GF: Some of the important experiences I had with my Zen teachers involved working side-by-side doing manual labor at the monastery or in the garden. Just working together planting lettuce seedlings in the garden was a kind of teaching.
ME: Working at Tassajara, I found that we absorbed teachings through the body, not through the thinking mind. It was a physical kind of intelligence. Then hopefully that bodily intelligence informed other aspects of our lives.
GF: It’s often said that Zen training is training for the body more than the mind.
ME: You can see that in the Dharma talks too, which are very different from university lectures. The Dharma expresses itself in the moment. There is a feeling that each moment is it, it’s not somewhere other than here. That’s a beautiful aspect of Zen.
GF: Yes, in Zen, how you are when you give the talk is more important than what you say. The how is that you are somehow manifesting your practice so some kind of truth about human nature gets expressed through you. You’re being the Dharma—free of greed, hatred and delusion—rather than talking about the Dharma.
In my Zen training, I learned the tremendous value of everyday practice. We practice in how we eat. We practice in how we take a shower. The same kind of presence, the same expression of truth that we had in zazen is something we tried to actualize in every ordinary activity. So there wasn’t this hard separation between the practice on the cushion and off the cushion.
ME: Yes, there is an integration that’s built into Zen practice—a way of constantly sitting and then getting up off the cushion and doing things and coming back and getting up. There are multiple sittings a day at Zen centers; someone can sit, leave for work, then come back and sit again after work. That kind of support is a real gift. If meditation is only retreat practice, perhaps something is out of balance. In my teaching, I’d like to offer a balance of both support for intensive retreats and also a lot of support for daily life practice.
GF: I’ve been watching the trends in what’s taught as vipassana in the West. There were times when the Burmese Mahasi approach was the main trend; it could be dualistic and striving and goal-oriented in a way that led some people to practice with a lot of tension. Then some vipassana teachers studied the nondual practices of Advaita and Dzogchen, where there was an emphasis on realizing freedom here and now. Over the years, the trends go one way or the other, I think in an effort to find a balanced approach between practicing hard and being relaxed.
So Max, now that you’re a vipassana teacher, what is the main legacy of your Zen training?
ME: As you said earlier, Zen emphasizes that the practice and the goal aren’t two different things. Funny enough, I needed intensive vipassana practice to clearly see this. When the mind is allowed to settle deeply, the need for goals drops away on its own. I cherish the immediacy and poetry of Zen and the simplicity, clarity and pragmatism of vipassana.

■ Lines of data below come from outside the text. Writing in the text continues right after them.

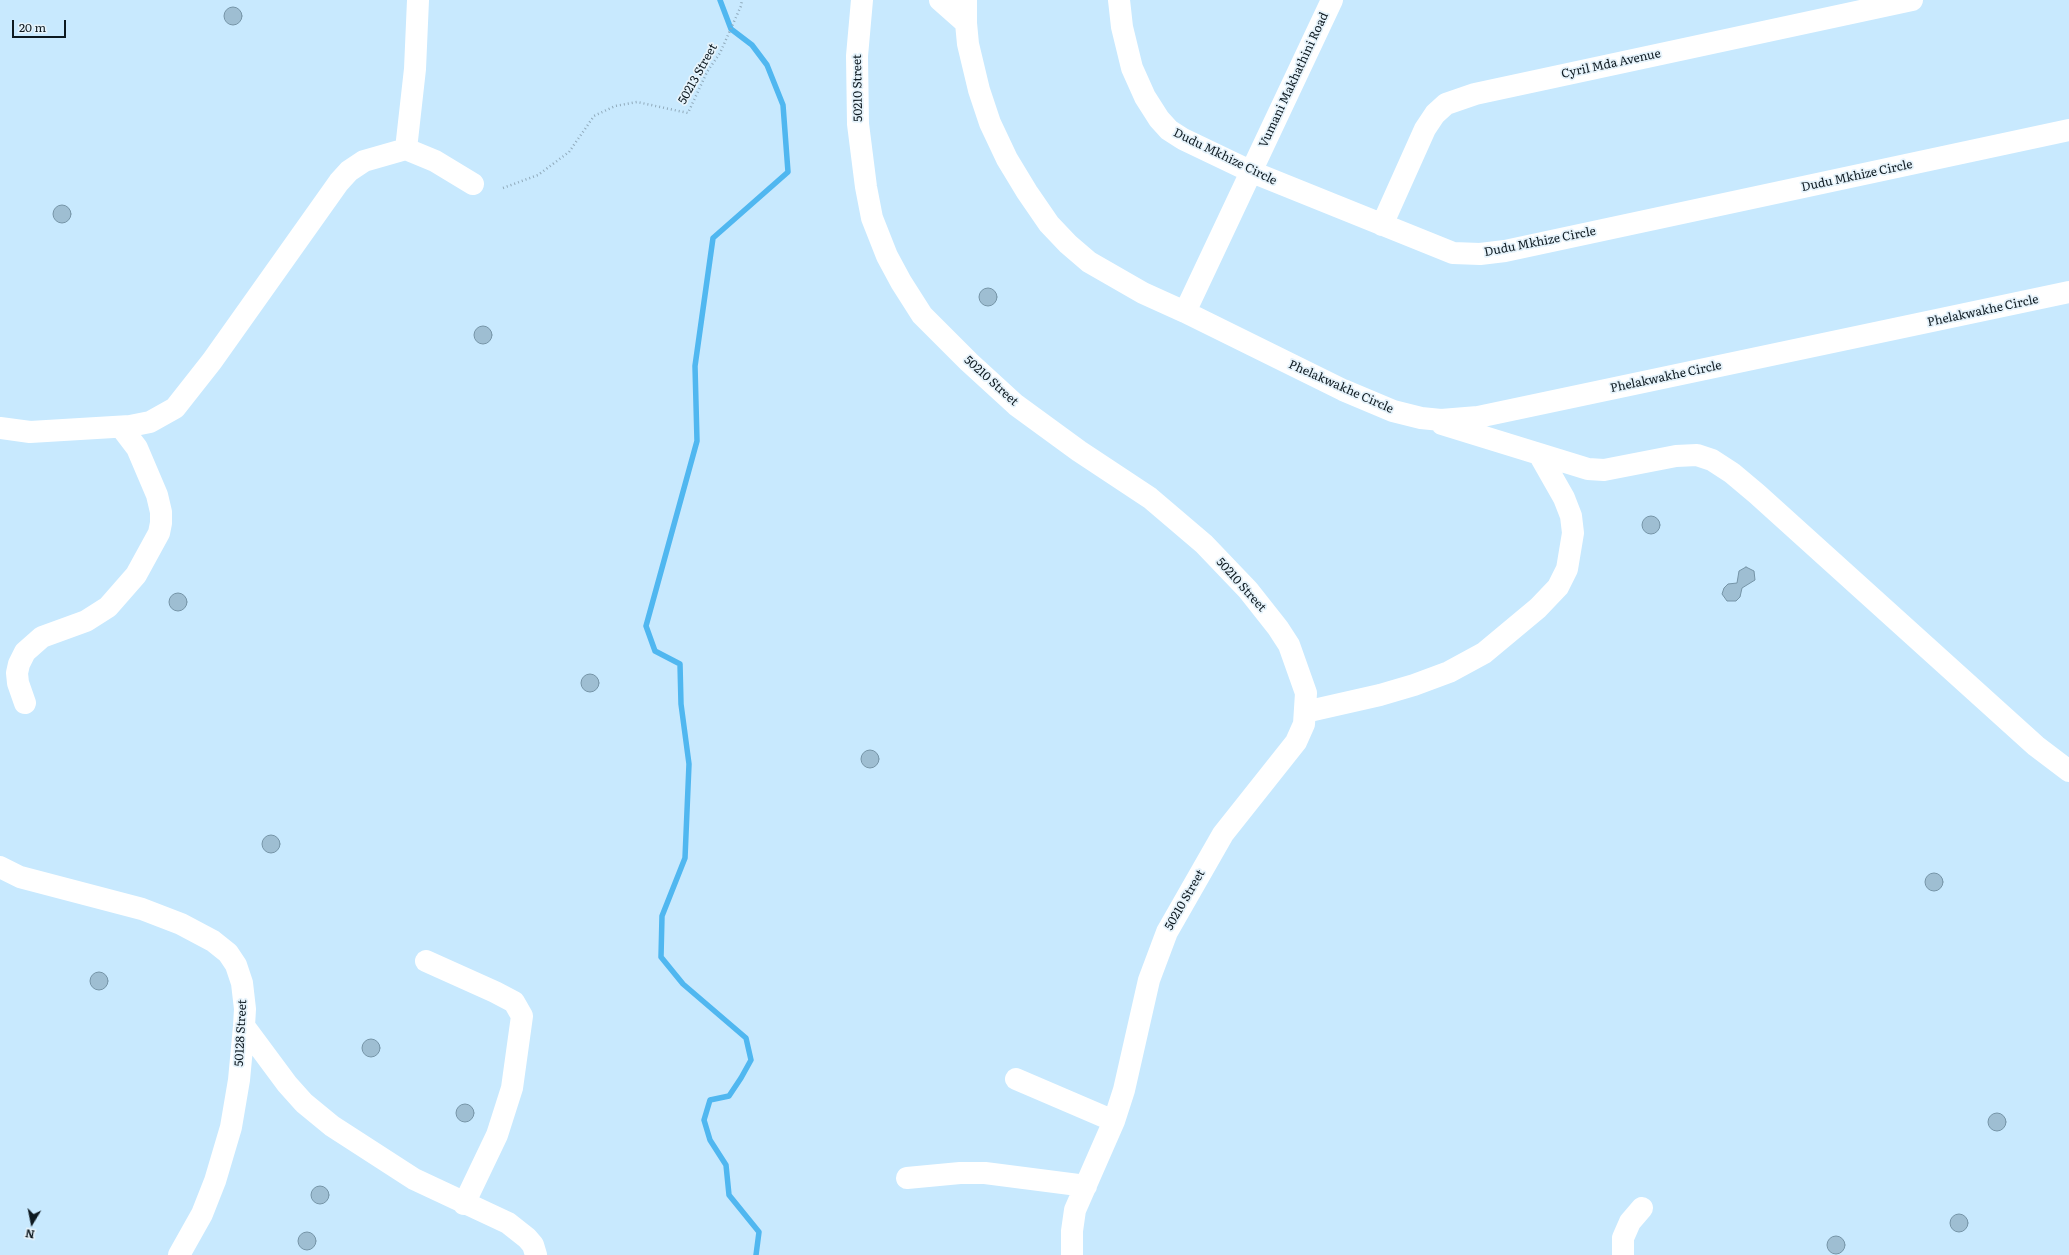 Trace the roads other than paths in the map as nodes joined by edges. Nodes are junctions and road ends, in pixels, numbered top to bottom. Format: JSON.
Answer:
{"nodes":[{"id":1,"x":418,"y":0,"type":"edge"},
{"id":2,"x":862,"y":0,"type":"edge"},
{"id":3,"x":940,"y":0,"type":"edge"},
{"id":4,"x":966,"y":0,"type":"edge"},
{"id":5,"x":1120,"y":0,"type":"edge"},
{"id":6,"x":1332,"y":0,"type":"edge"},
{"id":7,"x":1912,"y":0,"type":"edge"},
{"id":8,"x":966,"y":23,"type":"junction"},
{"id":9,"x":2069,"y":130,"type":"edge"},
{"id":10,"x":406,"y":148,"type":"junction"},
{"id":11,"x":1252,"y":172,"type":"junction"},
{"id":12,"x":473,"y":184,"type":"dead end"},
{"id":13,"x":1382,"y":225,"type":"junction"},
{"id":14,"x":2069,"y":292,"type":"edge"},
{"id":15,"x":1185,"y":312,"type":"junction"},
{"id":16,"x":1420,"y":418,"type":"junction"},
{"id":17,"x":121,"y":427,"type":"junction"},
{"id":18,"x":0,"y":428,"type":"edge"},
{"id":19,"x":1539,"y":454,"type":"junction"},
{"id":20,"x":25,"y":703,"type":"dead end"},
{"id":21,"x":1305,"y":712,"type":"junction"},
{"id":22,"x":2069,"y":771,"type":"edge"},
{"id":23,"x":0,"y":867,"type":"edge"},
{"id":24,"x":426,"y":961,"type":"dead end"},
{"id":25,"x":244,"y":1026,"type":"junction"},
{"id":26,"x":1016,"y":1079,"type":"dead end"},
{"id":27,"x":1114,"y":1121,"type":"junction"},
{"id":28,"x":906,"y":1178,"type":"dead end"},
{"id":29,"x":1086,"y":1186,"type":"junction"},
{"id":30,"x":464,"y":1204,"type":"junction"},
{"id":31,"x":1642,"y":1208,"type":"dead end"},
{"id":32,"x":179,"y":1255,"type":"edge"},
{"id":33,"x":536,"y":1255,"type":"edge"},
{"id":34,"x":1072,"y":1255,"type":"edge"},
{"id":35,"x":1623,"y":1255,"type":"edge"}],
"edges":[{"from":1,"to":10,"type":"street"},
{"from":2,"to":21,"type":"street","name":"50210 Street"},
{"from":3,"to":8,"type":"street"},
{"from":4,"to":8,"type":"street","name":"Phelakwakhe Circle"},
{"from":5,"to":11,"type":"street","name":"Dudu Mkhize Circle"},
{"from":6,"to":11,"type":"street","name":"Vumani Makhathini Road"},
{"from":7,"to":13,"type":"street","name":"Cyril Mda Avenue"},
{"from":8,"to":15,"type":"street","name":"Phelakwakhe Circle"},
{"from":9,"to":13,"type":"street","name":"Dudu Mkhize Circle"},
{"from":10,"to":12,"type":"street"},
{"from":10,"to":17,"type":"street"},
{"from":11,"to":13,"type":"street","name":"Dudu Mkhize Circle"},
{"from":11,"to":15,"type":"street","name":"Vumani Makhathini Road"},
{"from":14,"to":16,"type":"street","name":"Phelakwakhe Circle"},
{"from":15,"to":16,"type":"street","name":"Phelakwakhe Circle"},
{"from":16,"to":19,"type":"street"},
{"from":17,"to":18,"type":"street"},
{"from":17,"to":20,"type":"street"},
{"from":19,"to":21,"type":"street"},
{"from":19,"to":22,"type":"street"},
{"from":21,"to":27,"type":"street","name":"50210 Street"},
{"from":23,"to":25,"type":"street","name":"50128 Street"},
{"from":24,"to":30,"type":"street"},
{"from":25,"to":30,"type":"street"},
{"from":25,"to":32,"type":"street","name":"50128 Street"},
{"from":26,"to":27,"type":"street"},
{"from":27,"to":29,"type":"street","name":"50210 Street"},
{"from":28,"to":29,"type":"street"},
{"from":29,"to":34,"type":"street","name":"50210 Street"},
{"from":30,"to":33,"type":"street"},
{"from":31,"to":35,"type":"street"}]} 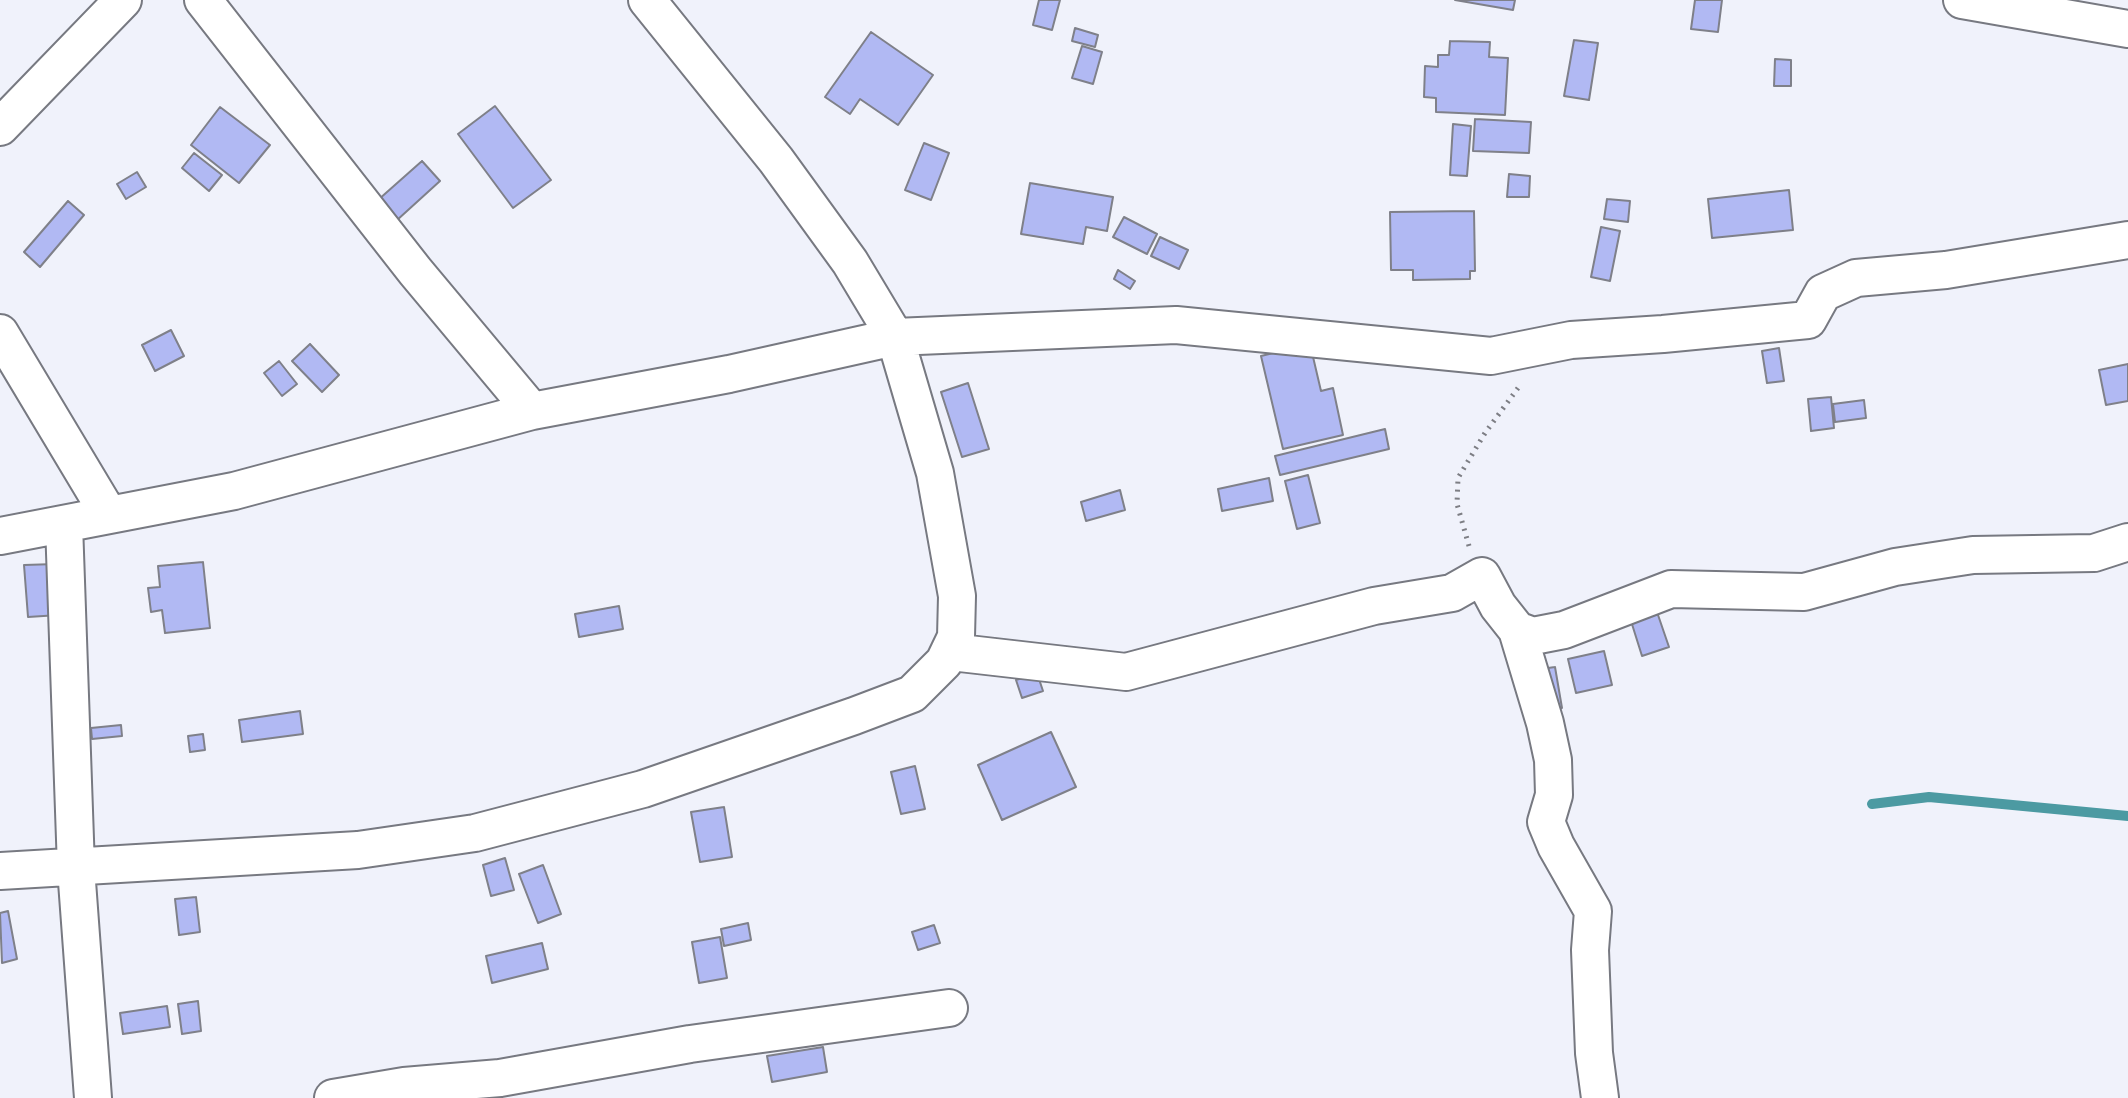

Understood as skillful means, Zen and vipassana are not really much different at all.
GF: In intensive Zen training I learned a lot about bringing myself wholeheartedly into the practice. In intensive vipassana retreats I’ve come to a very simple understanding of the Dharma as a practice that frees us from suffering. I find it so satisfying to have a religious practice that’s free of religion, free of abstract metaphysics and philosophical ideas. It feels liberating to have a wholehearted and direct way to address suffering. Once you’re free of suffering, everything else takes care of itself.